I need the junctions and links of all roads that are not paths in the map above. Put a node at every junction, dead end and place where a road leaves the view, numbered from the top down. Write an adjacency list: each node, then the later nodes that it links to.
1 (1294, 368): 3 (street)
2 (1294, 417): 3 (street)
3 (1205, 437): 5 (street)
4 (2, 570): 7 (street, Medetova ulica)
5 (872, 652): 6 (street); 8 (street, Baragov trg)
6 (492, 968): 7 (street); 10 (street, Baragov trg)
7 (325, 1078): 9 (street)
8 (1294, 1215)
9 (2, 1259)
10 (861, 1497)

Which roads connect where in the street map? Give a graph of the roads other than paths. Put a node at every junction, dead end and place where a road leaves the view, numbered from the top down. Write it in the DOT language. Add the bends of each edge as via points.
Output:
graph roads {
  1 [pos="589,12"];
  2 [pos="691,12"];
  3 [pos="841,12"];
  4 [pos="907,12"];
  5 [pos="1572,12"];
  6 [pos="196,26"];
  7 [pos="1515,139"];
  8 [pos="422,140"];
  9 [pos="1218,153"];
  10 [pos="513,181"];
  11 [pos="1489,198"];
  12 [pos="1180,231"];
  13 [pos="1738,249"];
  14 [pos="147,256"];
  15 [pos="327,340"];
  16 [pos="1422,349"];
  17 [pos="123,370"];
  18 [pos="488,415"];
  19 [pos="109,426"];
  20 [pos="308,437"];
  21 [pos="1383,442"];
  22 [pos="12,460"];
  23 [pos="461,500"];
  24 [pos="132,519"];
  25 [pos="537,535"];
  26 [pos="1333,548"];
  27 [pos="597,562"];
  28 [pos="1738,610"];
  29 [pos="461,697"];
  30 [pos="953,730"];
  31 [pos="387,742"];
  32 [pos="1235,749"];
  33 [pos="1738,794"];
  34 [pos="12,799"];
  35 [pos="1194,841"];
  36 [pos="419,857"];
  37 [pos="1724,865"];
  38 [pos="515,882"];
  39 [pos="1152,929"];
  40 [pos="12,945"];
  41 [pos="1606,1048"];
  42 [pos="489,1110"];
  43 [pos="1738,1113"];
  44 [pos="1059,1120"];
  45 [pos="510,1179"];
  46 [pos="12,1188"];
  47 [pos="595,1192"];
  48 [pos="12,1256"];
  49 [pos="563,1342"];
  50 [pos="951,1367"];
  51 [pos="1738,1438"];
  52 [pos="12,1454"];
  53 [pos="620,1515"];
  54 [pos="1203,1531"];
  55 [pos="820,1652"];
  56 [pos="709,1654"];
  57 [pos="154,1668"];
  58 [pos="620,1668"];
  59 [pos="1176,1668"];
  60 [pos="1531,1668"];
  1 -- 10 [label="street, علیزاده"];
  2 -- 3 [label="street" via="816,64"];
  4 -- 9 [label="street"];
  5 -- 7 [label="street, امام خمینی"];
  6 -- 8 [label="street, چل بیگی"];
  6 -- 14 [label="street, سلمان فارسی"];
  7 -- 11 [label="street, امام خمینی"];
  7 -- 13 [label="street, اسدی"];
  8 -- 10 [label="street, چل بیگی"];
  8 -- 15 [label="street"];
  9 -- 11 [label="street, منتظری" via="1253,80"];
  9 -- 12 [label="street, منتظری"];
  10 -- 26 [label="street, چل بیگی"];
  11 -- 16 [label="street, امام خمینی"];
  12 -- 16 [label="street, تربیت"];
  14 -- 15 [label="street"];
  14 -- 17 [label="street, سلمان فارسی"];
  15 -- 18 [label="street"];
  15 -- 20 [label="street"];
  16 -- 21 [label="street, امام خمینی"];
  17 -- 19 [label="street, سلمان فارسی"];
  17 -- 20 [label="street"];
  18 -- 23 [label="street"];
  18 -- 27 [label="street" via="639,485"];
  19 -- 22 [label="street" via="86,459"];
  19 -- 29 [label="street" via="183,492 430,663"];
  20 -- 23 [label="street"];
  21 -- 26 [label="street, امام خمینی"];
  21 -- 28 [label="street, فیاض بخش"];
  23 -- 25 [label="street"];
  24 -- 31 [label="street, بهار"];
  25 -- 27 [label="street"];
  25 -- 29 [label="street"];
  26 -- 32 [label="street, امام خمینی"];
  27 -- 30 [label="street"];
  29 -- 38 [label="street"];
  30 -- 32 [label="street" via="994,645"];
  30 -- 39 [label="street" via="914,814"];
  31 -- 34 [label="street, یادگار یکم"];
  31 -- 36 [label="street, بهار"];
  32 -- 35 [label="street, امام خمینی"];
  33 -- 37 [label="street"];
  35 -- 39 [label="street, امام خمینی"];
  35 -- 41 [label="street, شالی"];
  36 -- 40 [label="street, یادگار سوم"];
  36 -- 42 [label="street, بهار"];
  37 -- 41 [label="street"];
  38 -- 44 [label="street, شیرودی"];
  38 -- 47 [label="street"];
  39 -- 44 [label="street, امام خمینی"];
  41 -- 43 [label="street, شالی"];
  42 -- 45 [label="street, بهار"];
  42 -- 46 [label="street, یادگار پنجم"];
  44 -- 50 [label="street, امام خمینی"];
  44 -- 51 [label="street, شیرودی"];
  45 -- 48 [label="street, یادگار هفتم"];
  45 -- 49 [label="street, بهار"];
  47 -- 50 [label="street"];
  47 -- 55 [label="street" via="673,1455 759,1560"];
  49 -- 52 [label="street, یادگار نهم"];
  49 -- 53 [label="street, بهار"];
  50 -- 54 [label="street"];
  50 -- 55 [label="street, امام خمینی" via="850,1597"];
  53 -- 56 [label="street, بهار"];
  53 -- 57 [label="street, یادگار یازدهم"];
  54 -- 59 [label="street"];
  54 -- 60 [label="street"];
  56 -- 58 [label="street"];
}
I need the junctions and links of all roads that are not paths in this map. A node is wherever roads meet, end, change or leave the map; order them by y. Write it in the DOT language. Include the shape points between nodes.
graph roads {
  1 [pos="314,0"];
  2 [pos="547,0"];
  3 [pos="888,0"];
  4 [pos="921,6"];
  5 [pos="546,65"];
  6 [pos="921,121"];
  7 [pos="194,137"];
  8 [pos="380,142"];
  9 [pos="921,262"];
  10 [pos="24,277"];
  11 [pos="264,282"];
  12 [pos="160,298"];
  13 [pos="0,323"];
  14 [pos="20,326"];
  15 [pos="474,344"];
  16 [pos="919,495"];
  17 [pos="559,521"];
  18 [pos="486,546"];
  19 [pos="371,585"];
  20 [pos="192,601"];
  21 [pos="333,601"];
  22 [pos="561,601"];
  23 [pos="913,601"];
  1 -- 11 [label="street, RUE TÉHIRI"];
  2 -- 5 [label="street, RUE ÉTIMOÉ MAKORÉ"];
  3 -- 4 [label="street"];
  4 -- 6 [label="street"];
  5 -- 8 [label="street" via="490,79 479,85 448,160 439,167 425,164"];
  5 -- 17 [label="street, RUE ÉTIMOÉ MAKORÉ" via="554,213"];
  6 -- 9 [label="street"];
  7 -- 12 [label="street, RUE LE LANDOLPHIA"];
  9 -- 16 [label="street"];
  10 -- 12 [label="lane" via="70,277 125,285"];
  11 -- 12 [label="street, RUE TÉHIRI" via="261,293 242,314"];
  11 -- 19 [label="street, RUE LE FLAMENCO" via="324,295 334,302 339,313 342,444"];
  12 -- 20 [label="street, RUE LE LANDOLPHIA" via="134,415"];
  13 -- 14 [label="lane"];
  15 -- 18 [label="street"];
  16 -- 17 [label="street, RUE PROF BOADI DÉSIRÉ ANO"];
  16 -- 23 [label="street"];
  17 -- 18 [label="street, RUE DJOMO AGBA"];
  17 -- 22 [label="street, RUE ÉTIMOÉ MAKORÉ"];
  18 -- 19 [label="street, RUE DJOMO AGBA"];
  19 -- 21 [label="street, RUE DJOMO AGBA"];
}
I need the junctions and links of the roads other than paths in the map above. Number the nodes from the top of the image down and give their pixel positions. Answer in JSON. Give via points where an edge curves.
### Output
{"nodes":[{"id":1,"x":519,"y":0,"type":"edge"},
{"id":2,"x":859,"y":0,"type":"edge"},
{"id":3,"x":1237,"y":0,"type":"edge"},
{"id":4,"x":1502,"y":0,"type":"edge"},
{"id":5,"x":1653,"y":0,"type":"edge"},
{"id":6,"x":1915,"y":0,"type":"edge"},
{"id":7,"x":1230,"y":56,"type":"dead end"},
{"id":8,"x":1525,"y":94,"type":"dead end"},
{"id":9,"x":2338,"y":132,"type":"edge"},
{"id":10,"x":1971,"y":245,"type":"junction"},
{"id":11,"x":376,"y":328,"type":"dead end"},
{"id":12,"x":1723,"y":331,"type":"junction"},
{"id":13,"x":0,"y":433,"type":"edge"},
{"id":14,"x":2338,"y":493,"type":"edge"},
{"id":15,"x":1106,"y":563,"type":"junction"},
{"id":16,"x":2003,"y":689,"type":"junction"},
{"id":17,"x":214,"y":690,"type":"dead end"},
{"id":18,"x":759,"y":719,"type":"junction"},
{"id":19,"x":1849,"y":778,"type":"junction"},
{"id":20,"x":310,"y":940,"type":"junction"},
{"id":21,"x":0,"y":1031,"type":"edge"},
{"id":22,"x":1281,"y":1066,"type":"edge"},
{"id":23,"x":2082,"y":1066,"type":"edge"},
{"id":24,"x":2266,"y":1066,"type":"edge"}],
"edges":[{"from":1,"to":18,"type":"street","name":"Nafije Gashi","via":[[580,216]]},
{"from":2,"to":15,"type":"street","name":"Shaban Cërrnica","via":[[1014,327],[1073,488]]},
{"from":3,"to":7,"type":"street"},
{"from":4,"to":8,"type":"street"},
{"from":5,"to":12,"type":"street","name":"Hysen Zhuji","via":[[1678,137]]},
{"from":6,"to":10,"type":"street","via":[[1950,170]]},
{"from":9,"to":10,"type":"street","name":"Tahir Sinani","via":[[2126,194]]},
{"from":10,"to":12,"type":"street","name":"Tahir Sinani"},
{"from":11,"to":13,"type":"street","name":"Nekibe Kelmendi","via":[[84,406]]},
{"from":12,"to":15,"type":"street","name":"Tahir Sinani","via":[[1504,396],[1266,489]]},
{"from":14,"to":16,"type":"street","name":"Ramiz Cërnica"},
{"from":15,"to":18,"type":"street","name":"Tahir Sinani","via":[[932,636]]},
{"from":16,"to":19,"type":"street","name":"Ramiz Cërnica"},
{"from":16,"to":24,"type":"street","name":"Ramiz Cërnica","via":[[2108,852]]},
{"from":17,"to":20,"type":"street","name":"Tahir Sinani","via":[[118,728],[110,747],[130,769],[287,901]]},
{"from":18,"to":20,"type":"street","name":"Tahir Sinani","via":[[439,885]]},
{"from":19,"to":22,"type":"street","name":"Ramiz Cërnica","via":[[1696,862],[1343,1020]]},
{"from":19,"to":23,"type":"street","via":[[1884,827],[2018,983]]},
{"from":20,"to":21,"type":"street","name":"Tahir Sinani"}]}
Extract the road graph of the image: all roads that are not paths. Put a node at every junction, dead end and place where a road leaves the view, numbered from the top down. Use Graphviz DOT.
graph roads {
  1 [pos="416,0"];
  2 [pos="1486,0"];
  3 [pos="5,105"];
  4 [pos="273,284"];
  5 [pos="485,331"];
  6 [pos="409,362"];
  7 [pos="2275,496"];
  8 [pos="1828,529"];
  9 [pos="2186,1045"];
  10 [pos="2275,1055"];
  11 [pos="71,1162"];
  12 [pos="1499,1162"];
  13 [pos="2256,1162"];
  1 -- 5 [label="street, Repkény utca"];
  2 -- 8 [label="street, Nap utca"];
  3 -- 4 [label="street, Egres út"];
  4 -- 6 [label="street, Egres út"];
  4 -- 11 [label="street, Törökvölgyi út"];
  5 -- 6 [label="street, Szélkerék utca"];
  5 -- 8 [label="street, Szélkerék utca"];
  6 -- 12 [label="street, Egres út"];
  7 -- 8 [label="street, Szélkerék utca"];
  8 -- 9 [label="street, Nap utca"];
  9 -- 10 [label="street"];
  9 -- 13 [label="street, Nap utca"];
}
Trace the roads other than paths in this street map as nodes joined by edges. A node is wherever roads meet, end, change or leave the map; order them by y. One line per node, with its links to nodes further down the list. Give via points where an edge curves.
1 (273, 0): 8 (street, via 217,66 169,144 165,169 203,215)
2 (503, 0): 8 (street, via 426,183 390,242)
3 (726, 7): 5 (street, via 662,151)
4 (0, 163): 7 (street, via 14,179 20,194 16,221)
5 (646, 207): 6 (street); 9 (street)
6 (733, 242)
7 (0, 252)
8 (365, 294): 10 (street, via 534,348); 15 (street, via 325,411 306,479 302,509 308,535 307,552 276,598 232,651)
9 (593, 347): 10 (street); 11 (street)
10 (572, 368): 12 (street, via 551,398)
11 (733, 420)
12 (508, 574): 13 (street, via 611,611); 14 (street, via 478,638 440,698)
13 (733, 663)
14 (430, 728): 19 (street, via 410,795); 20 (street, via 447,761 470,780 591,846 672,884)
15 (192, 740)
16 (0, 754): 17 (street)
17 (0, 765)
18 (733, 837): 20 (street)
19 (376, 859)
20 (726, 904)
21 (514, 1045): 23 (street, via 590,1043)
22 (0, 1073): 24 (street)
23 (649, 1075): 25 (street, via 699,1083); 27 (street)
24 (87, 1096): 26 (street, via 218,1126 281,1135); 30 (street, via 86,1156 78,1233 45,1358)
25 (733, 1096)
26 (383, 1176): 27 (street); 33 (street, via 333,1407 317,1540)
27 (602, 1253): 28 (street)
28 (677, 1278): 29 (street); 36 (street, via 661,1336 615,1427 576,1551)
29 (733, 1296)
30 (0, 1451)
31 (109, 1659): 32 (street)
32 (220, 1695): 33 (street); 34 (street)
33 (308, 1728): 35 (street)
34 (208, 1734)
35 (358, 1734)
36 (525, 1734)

=-=-=

Instructions to follow. Only the lines above from the one with "points between nodes." up to and including the one with "I need the junctions and links of the" should be repeated, exactly as written.

Worked solution.
I need the junctions and links of all roads that are not paths in this map. A node is wherever roads meet, end, change or leave the map; order them by y. Write it in the DOT language. Include the shape points between nodes.
graph roads {
  1 [pos="314,0"];
  2 [pos="547,0"];
  3 [pos="888,0"];
  4 [pos="921,6"];
  5 [pos="546,65"];
  6 [pos="921,121"];
  7 [pos="194,137"];
  8 [pos="380,142"];
  9 [pos="921,262"];
  10 [pos="24,277"];
  11 [pos="264,282"];
  12 [pos="160,298"];
  13 [pos="0,323"];
  14 [pos="20,326"];
  15 [pos="474,344"];
  16 [pos="919,495"];
  17 [pos="559,521"];
  18 [pos="486,546"];
  19 [pos="371,585"];
  20 [pos="192,601"];
  21 [pos="333,601"];
  22 [pos="561,601"];
  23 [pos="913,601"];
  1 -- 11 [label="street, RUE TÉHIRI"];
  2 -- 5 [label="street, RUE ÉTIMOÉ MAKORÉ"];
  3 -- 4 [label="street"];
  4 -- 6 [label="street"];
  5 -- 8 [label="street" via="490,79 479,85 448,160 439,167 425,164"];
  5 -- 17 [label="street, RUE ÉTIMOÉ MAKORÉ" via="554,213"];
  6 -- 9 [label="street"];
  7 -- 12 [label="street, RUE LE LANDOLPHIA"];
  9 -- 16 [label="street"];
  10 -- 12 [label="lane" via="70,277 125,285"];
  11 -- 12 [label="street, RUE TÉHIRI" via="261,293 242,314"];
  11 -- 19 [label="street, RUE LE FLAMENCO" via="324,295 334,302 339,313 342,444"];
  12 -- 20 [label="street, RUE LE LANDOLPHIA" via="134,415"];
  13 -- 14 [label="lane"];
  15 -- 18 [label="street"];
  16 -- 17 [label="street, RUE PROF BOADI DÉSIRÉ ANO"];
  16 -- 23 [label="street"];
  17 -- 18 [label="street, RUE DJOMO AGBA"];
  17 -- 22 [label="street, RUE ÉTIMOÉ MAKORÉ"];
  18 -- 19 [label="street, RUE DJOMO AGBA"];
  19 -- 21 [label="street, RUE DJOMO AGBA"];
}
I need the junctions and links of the roads other than paths in the map above. Number the nodes from the top of the image down and give their pixel positions. Answer in JSON. Give via points where an edge curves.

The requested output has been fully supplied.